What is expected
Find every line in the records below that holds the word "pinky", and copy each one.

(Collected data)

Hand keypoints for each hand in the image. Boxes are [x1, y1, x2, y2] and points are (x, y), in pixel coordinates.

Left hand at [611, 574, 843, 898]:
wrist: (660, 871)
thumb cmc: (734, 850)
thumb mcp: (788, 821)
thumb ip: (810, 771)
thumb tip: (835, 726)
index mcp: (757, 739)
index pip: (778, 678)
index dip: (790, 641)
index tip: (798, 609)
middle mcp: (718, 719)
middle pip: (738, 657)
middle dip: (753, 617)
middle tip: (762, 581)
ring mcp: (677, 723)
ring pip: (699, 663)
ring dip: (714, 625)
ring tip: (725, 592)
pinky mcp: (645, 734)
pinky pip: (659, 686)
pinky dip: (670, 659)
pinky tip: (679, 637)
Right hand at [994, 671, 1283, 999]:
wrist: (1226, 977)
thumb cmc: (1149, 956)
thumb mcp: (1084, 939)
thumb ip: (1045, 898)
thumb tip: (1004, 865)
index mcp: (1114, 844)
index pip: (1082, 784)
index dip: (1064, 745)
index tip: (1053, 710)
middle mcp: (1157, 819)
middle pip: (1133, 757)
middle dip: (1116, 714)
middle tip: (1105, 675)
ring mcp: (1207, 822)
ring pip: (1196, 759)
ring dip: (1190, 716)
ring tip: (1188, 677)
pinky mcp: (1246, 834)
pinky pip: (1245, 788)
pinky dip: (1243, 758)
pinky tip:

Response to this task
pinky mcp: (645, 734)
pinky pip: (659, 686)
pinky dip: (670, 659)
pinky tip: (679, 637)
pinky mcp: (1246, 834)
pinky pip: (1245, 788)
pinky dip: (1243, 758)
pinky tip:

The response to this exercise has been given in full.